+++ Exercise materials

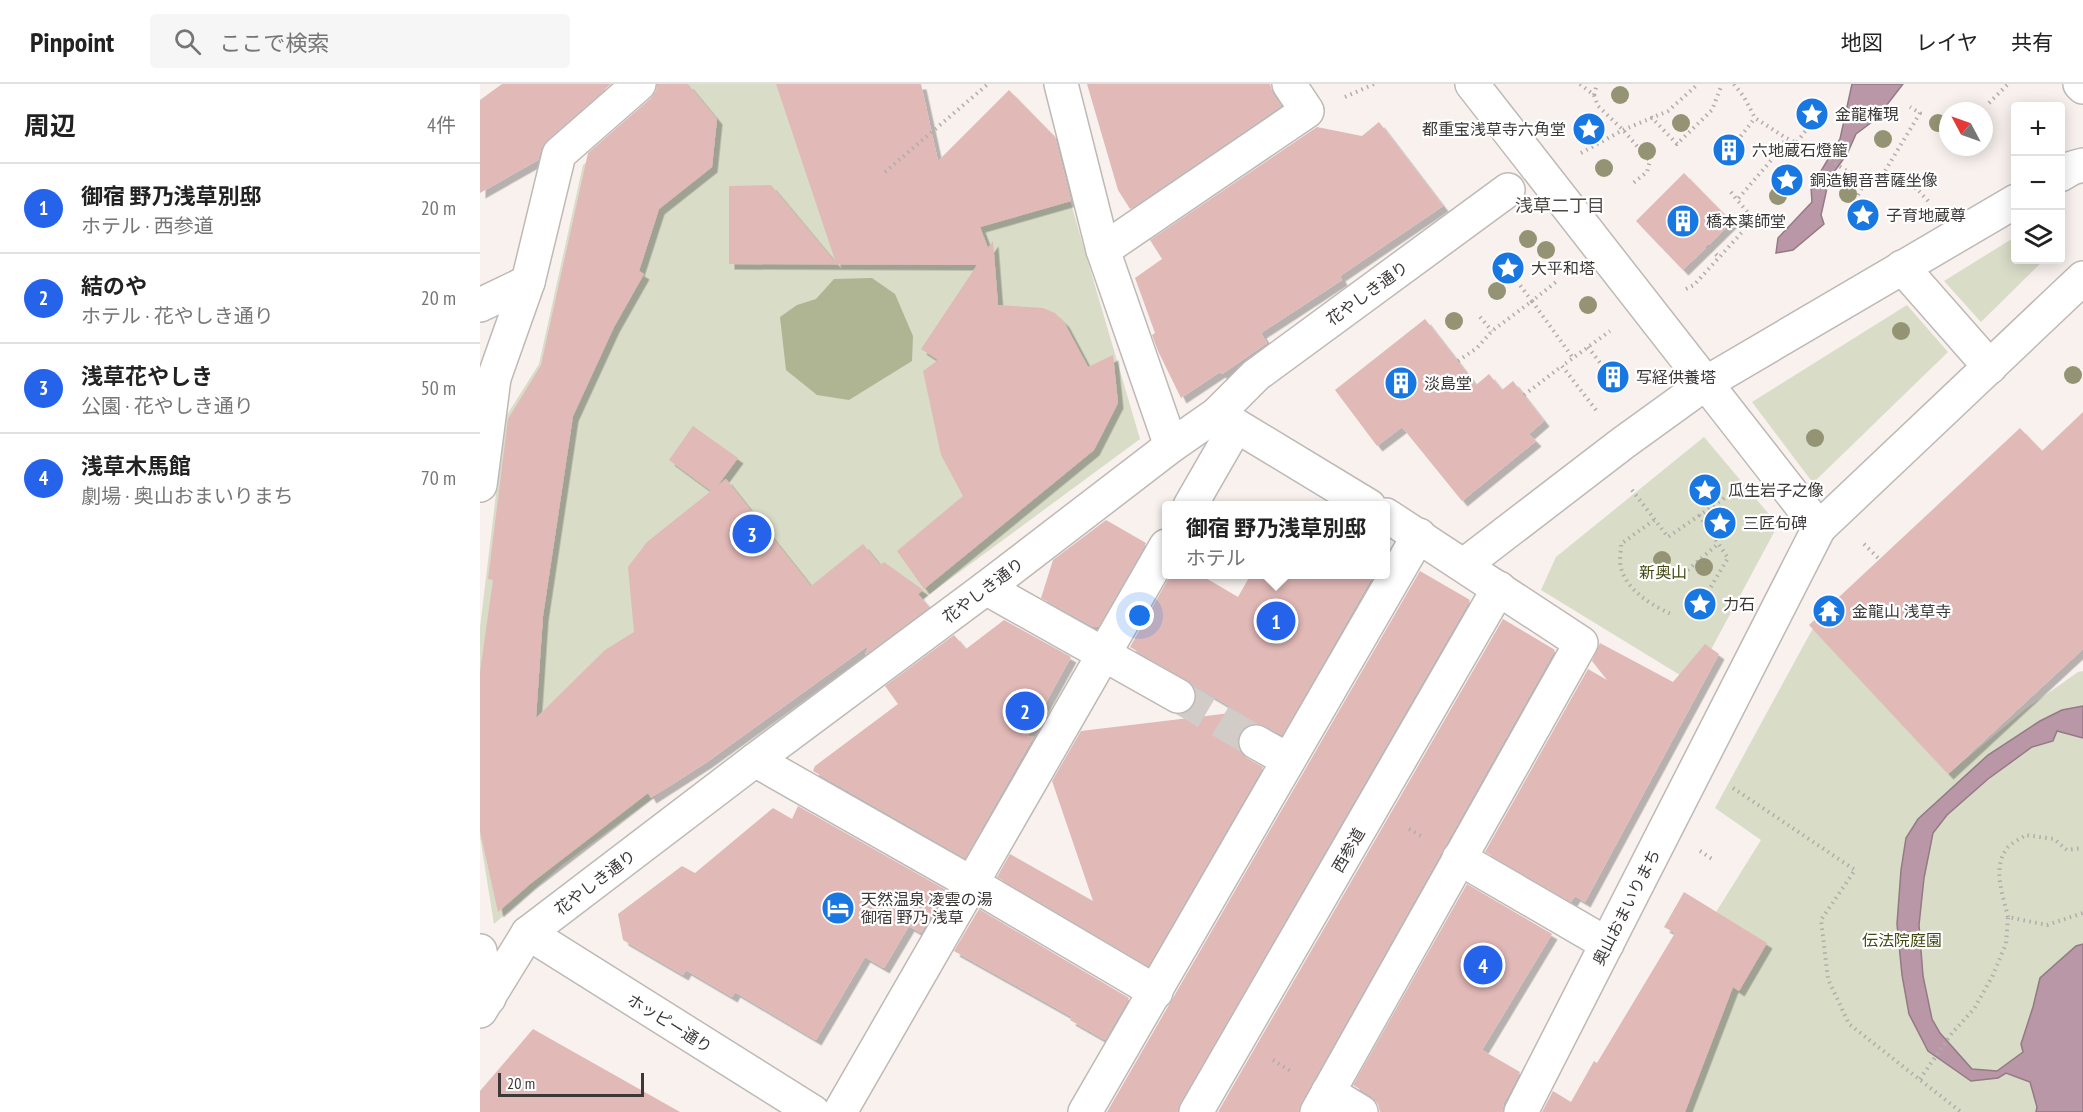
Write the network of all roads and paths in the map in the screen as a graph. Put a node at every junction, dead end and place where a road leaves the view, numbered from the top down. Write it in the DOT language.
graph roads {
  1 [pos="639,84"];
  2 [pos="988,84"];
  3 [pos="1061,84"];
  4 [pos="1290,84"];
  5 [pos="1472,84"];
  6 [pos="1580,84"];
  7 [pos="1597,84"];
  8 [pos="1698,84"];
  9 [pos="1722,84"];
  10 [pos="1734,84"];
  11 [pos="2008,84"];
  12 [pos="1594,94"];
  13 [pos="1990,102"];
  14 [pos="1910,106"];
  15 [pos="1651,117"];
  16 [pos="1755,118"];
  17 [pos="1810,125"];
  18 [pos="1623,130"];
  19 [pos="1785,138"];
  20 [pos="1737,141"];
  21 [pos="1797,142"];
  22 [pos="2083,165"];
  23 [pos="1537,169"];
  24 [pos="1927,170"];
  25 [pos="885,172"];
  26 [pos="2065,172"];
  27 [pos="1867,178"];
  28 [pos="1879,181"];
  29 [pos="1632,184"];
  30 [pos="1916,188"];
  31 [pos="1508,190"];
  32 [pos="1731,192"];
  33 [pos="1858,195"];
  34 [pos="1737,200"];
  35 [pos="2011,204"];
  36 [pos="1955,236"];
  37 [pos="1707,246"];
  38 [pos="1103,250"];
  39 [pos="1720,258"];
  40 [pos="1902,267"];
  41 [pos="1513,276"];
  42 [pos="2083,278"];
  43 [pos="528,282"];
  44 [pos="1556,282"];
  45 [pos="1532,301"];
  46 [pos="480,305"];
  47 [pos="1649,311"];
  48 [pos="1480,317"];
  49 [pos="1492,331"];
  50 [pos="1588,347"];
  51 [pos="1573,358"];
  52 [pos="1458,361"];
  53 [pos="1562,366"];
  54 [pos="1990,367"];
  55 [pos="1604,368"];
  56 [pos="1706,382"];
  57 [pos="1524,395"];
  58 [pos="1227,420"];
  59 [pos="1623,443"];
  60 [pos="1171,446"];
  61 [pos="1744,484"];
  62 [pos="480,485"];
  63 [pos="1630,487"];
  64 [pos="1192,501"];
  65 [pos="1361,501"];
  66 [pos="1699,515"];
  67 [pos="1390,517"];
  68 [pos="1654,520"];
  69 [pos="1819,528"];
  70 [pos="1419,535"];
  71 [pos="1718,544"];
  72 [pos="1162,555"];
  73 [pos="1464,565"];
  74 [pos="1683,574"];
  75 [pos="986,588"];
  76 [pos="1499,588"];
  77 [pos="1706,595"];
  78 [pos="1673,615"];
  79 [pos="1104,654"];
  80 [pos="1178,696"];
  81 [pos="1256,742"];
  82 [pos="754,760"];
  83 [pos="1288,760"];
  84 [pos="1698,764"];
  85 [pos="2083,848"];
  86 [pos="1459,858"];
  87 [pos="973,884"];
  88 [pos="2083,913"];
  89 [pos="2008,917"];
  90 [pos="528,933"];
  91 [pos="1607,944"];
  92 [pos="480,951"];
  93 [pos="1156,992"];
  94 [pos="485,1004"];
  95 [pos="1920,1079"];
  96 [pos="1322,1102"];
  97 [pos="813,1112"];
  98 [pos="840,1112"];
  99 [pos="1085,1112"];
  100 [pos="1196,1112"];
  101 [pos="1361,1112"];
  102 [pos="1521,1112"];
  103 [pos="1961,1112"];
  1 -- 43 [label="street"];
  2 -- 25 [label="path"];
  3 -- 38 [label="street"];
  4 -- 38 [label="street"];
  5 -- 23 [label="street"];
  6 -- 12 [label="path"];
  7 -- 12 [label="path"];
  8 -- 15 [label="path"];
  9 -- 15 [label="path"];
  10 -- 16 [label="path"];
  11 -- 13 [label="path"];
  12 -- 18 [label="path"];
  14 -- 28 [label="path"];
  15 -- 18 [label="path"];
  16 -- 19 [label="path"];
  16 -- 20 [label="path"];
  17 -- 21 [label="path"];
  18 -- 23 [label="path"];
  18 -- 29 [label="path"];
  19 -- 21 [label="path"];
  19 -- 34 [label="path"];
  21 -- 27 [label="path"];
  22 -- 26 [label="street"];
  23 -- 47 [label="street"];
  24 -- 30 [label="path"];
  27 -- 28 [label="path"];
  27 -- 33 [label="path"];
  28 -- 30 [label="path"];
  30 -- 36 [label="path"];
  31 -- 58 [label="street, 花やしき通り"];
  32 -- 34 [label="path"];
  34 -- 39 [label="path"];
  35 -- 36 [label="street"];
  36 -- 40 [label="street"];
  37 -- 39 [label="path"];
  38 -- 60 [label="street"];
  39 -- 47 [label="path"];
  40 -- 54 [label="street"];
  40 -- 56 [label="street"];
  41 -- 45 [label="path"];
  42 -- 54 [label="street, 奥山おまいりまち"];
  43 -- 46 [label="street"];
  43 -- 62 [label="street"];
  44 -- 45 [label="path"];
  45 -- 49 [label="path"];
  45 -- 51 [label="path"];
  47 -- 50 [label="path"];
  47 -- 56 [label="street"];
  48 -- 49 [label="path"];
  49 -- 52 [label="path"];
  50 -- 51 [label="path"];
  50 -- 55 [label="path"];
  51 -- 53 [label="path"];
  53 -- 57 [label="path"];
  53 -- 59 [label="path"];
  54 -- 69 [label="street, 奥山おまいりまち"];
  56 -- 59 [label="street"];
  56 -- 69 [label="street"];
  58 -- 60 [label="street, 花やしき通り"];
  58 -- 64 [label="street"];
  58 -- 65 [label="street"];
  59 -- 73 [label="street"];
  60 -- 75 [label="street, 花やしき通り"];
  61 -- 66 [label="path"];
  63 -- 68 [label="path"];
  66 -- 68 [label="path"];
  66 -- 71 [label="path"];
  67 -- 70 [label="street"];
  68 -- 78 [label="path"];
  69 -- 84 [label="street, 奥山おまいりまち"];
  70 -- 73 [label="street"];
  70 -- 83 [label="street"];
  71 -- 74 [label="path"];
  71 -- 77 [label="path"];
  72 -- 79 [label="street"];
  73 -- 76 [label="street"];
  75 -- 79 [label="street"];
  75 -- 82 [label="street, 花やしき通り"];
  76 -- 86 [label="street"];
  76 -- 100 [label="street, 西参道"];
  79 -- 80 [label="street"];
  79 -- 87 [label="street"];
  81 -- 83 [label="street"];
  82 -- 87 [label="street"];
  82 -- 90 [label="street, 花やしき通り"];
  83 -- 93 [label="street"];
  84 -- 91 [label="street, 奥山おまいりまち"];
  84 -- 95 [label="path"];
  85 -- 89 [label="path"];
  86 -- 91 [label="street"];
  86 -- 96 [label="street"];
  87 -- 93 [label="street"];
  87 -- 98 [label="street"];
  88 -- 89 [label="path"];
  89 -- 95 [label="path"];
  90 -- 94 [label="street, 花やしき通り"];
  90 -- 97 [label="street, ホッピー通り"];
  91 -- 102 [label="street, 奥山おまいりまち"];
  92 -- 94 [label="street"];
  93 -- 99 [label="street"];
  95 -- 103 [label="path"];
  96 -- 101 [label="street"];
}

++++++

Repeat the entries above exactly as written, but not their pictures.

**Response for this exercise**
Write the network of all roads and paths in the map in the screen as a graph. Put a node at every junction, dead end and place where a road leaves the view, numbered from the top down. Write it in the DOT language.
graph roads {
  1 [pos="639,84"];
  2 [pos="988,84"];
  3 [pos="1061,84"];
  4 [pos="1290,84"];
  5 [pos="1472,84"];
  6 [pos="1580,84"];
  7 [pos="1597,84"];
  8 [pos="1698,84"];
  9 [pos="1722,84"];
  10 [pos="1734,84"];
  11 [pos="2008,84"];
  12 [pos="1594,94"];
  13 [pos="1990,102"];
  14 [pos="1910,106"];
  15 [pos="1651,117"];
  16 [pos="1755,118"];
  17 [pos="1810,125"];
  18 [pos="1623,130"];
  19 [pos="1785,138"];
  20 [pos="1737,141"];
  21 [pos="1797,142"];
  22 [pos="2083,165"];
  23 [pos="1537,169"];
  24 [pos="1927,170"];
  25 [pos="885,172"];
  26 [pos="2065,172"];
  27 [pos="1867,178"];
  28 [pos="1879,181"];
  29 [pos="1632,184"];
  30 [pos="1916,188"];
  31 [pos="1508,190"];
  32 [pos="1731,192"];
  33 [pos="1858,195"];
  34 [pos="1737,200"];
  35 [pos="2011,204"];
  36 [pos="1955,236"];
  37 [pos="1707,246"];
  38 [pos="1103,250"];
  39 [pos="1720,258"];
  40 [pos="1902,267"];
  41 [pos="1513,276"];
  42 [pos="2083,278"];
  43 [pos="528,282"];
  44 [pos="1556,282"];
  45 [pos="1532,301"];
  46 [pos="480,305"];
  47 [pos="1649,311"];
  48 [pos="1480,317"];
  49 [pos="1492,331"];
  50 [pos="1588,347"];
  51 [pos="1573,358"];
  52 [pos="1458,361"];
  53 [pos="1562,366"];
  54 [pos="1990,367"];
  55 [pos="1604,368"];
  56 [pos="1706,382"];
  57 [pos="1524,395"];
  58 [pos="1227,420"];
  59 [pos="1623,443"];
  60 [pos="1171,446"];
  61 [pos="1744,484"];
  62 [pos="480,485"];
  63 [pos="1630,487"];
  64 [pos="1192,501"];
  65 [pos="1361,501"];
  66 [pos="1699,515"];
  67 [pos="1390,517"];
  68 [pos="1654,520"];
  69 [pos="1819,528"];
  70 [pos="1419,535"];
  71 [pos="1718,544"];
  72 [pos="1162,555"];
  73 [pos="1464,565"];
  74 [pos="1683,574"];
  75 [pos="986,588"];
  76 [pos="1499,588"];
  77 [pos="1706,595"];
  78 [pos="1673,615"];
  79 [pos="1104,654"];
  80 [pos="1178,696"];
  81 [pos="1256,742"];
  82 [pos="754,760"];
  83 [pos="1288,760"];
  84 [pos="1698,764"];
  85 [pos="2083,848"];
  86 [pos="1459,858"];
  87 [pos="973,884"];
  88 [pos="2083,913"];
  89 [pos="2008,917"];
  90 [pos="528,933"];
  91 [pos="1607,944"];
  92 [pos="480,951"];
  93 [pos="1156,992"];
  94 [pos="485,1004"];
  95 [pos="1920,1079"];
  96 [pos="1322,1102"];
  97 [pos="813,1112"];
  98 [pos="840,1112"];
  99 [pos="1085,1112"];
  100 [pos="1196,1112"];
  101 [pos="1361,1112"];
  102 [pos="1521,1112"];
  103 [pos="1961,1112"];
  1 -- 43 [label="street"];
  2 -- 25 [label="path"];
  3 -- 38 [label="street"];
  4 -- 38 [label="street"];
  5 -- 23 [label="street"];
  6 -- 12 [label="path"];
  7 -- 12 [label="path"];
  8 -- 15 [label="path"];
  9 -- 15 [label="path"];
  10 -- 16 [label="path"];
  11 -- 13 [label="path"];
  12 -- 18 [label="path"];
  14 -- 28 [label="path"];
  15 -- 18 [label="path"];
  16 -- 19 [label="path"];
  16 -- 20 [label="path"];
  17 -- 21 [label="path"];
  18 -- 23 [label="path"];
  18 -- 29 [label="path"];
  19 -- 21 [label="path"];
  19 -- 34 [label="path"];
  21 -- 27 [label="path"];
  22 -- 26 [label="street"];
  23 -- 47 [label="street"];
  24 -- 30 [label="path"];
  27 -- 28 [label="path"];
  27 -- 33 [label="path"];
  28 -- 30 [label="path"];
  30 -- 36 [label="path"];
  31 -- 58 [label="street, 花やしき通り"];
  32 -- 34 [label="path"];
  34 -- 39 [label="path"];
  35 -- 36 [label="street"];
  36 -- 40 [label="street"];
  37 -- 39 [label="path"];
  38 -- 60 [label="street"];
  39 -- 47 [label="path"];
  40 -- 54 [label="street"];
  40 -- 56 [label="street"];
  41 -- 45 [label="path"];
  42 -- 54 [label="street, 奥山おまいりまち"];
  43 -- 46 [label="street"];
  43 -- 62 [label="street"];
  44 -- 45 [label="path"];
  45 -- 49 [label="path"];
  45 -- 51 [label="path"];
  47 -- 50 [label="path"];
  47 -- 56 [label="street"];
  48 -- 49 [label="path"];
  49 -- 52 [label="path"];
  50 -- 51 [label="path"];
  50 -- 55 [label="path"];
  51 -- 53 [label="path"];
  53 -- 57 [label="path"];
  53 -- 59 [label="path"];
  54 -- 69 [label="street, 奥山おまいりまち"];
  56 -- 59 [label="street"];
  56 -- 69 [label="street"];
  58 -- 60 [label="street, 花やしき通り"];
  58 -- 64 [label="street"];
  58 -- 65 [label="street"];
  59 -- 73 [label="street"];
  60 -- 75 [label="street, 花やしき通り"];
  61 -- 66 [label="path"];
  63 -- 68 [label="path"];
  66 -- 68 [label="path"];
  66 -- 71 [label="path"];
  67 -- 70 [label="street"];
  68 -- 78 [label="path"];
  69 -- 84 [label="street, 奥山おまいりまち"];
  70 -- 73 [label="street"];
  70 -- 83 [label="street"];
  71 -- 74 [label="path"];
  71 -- 77 [label="path"];
  72 -- 79 [label="street"];
  73 -- 76 [label="street"];
  75 -- 79 [label="street"];
  75 -- 82 [label="street, 花やしき通り"];
  76 -- 86 [label="street"];
  76 -- 100 [label="street, 西参道"];
  79 -- 80 [label="street"];
  79 -- 87 [label="street"];
  81 -- 83 [label="street"];
  82 -- 87 [label="street"];
  82 -- 90 [label="street, 花やしき通り"];
  83 -- 93 [label="street"];
  84 -- 91 [label="street, 奥山おまいりまち"];
  84 -- 95 [label="path"];
  85 -- 89 [label="path"];
  86 -- 91 [label="street"];
  86 -- 96 [label="street"];
  87 -- 93 [label="street"];
  87 -- 98 [label="street"];
  88 -- 89 [label="path"];
  89 -- 95 [label="path"];
  90 -- 94 [label="street, 花やしき通り"];
  90 -- 97 [label="street, ホッピー通り"];
  91 -- 102 [label="street, 奥山おまいりまち"];
  92 -- 94 [label="street"];
  93 -- 99 [label="street"];
  95 -- 103 [label="path"];
  96 -- 101 [label="street"];
}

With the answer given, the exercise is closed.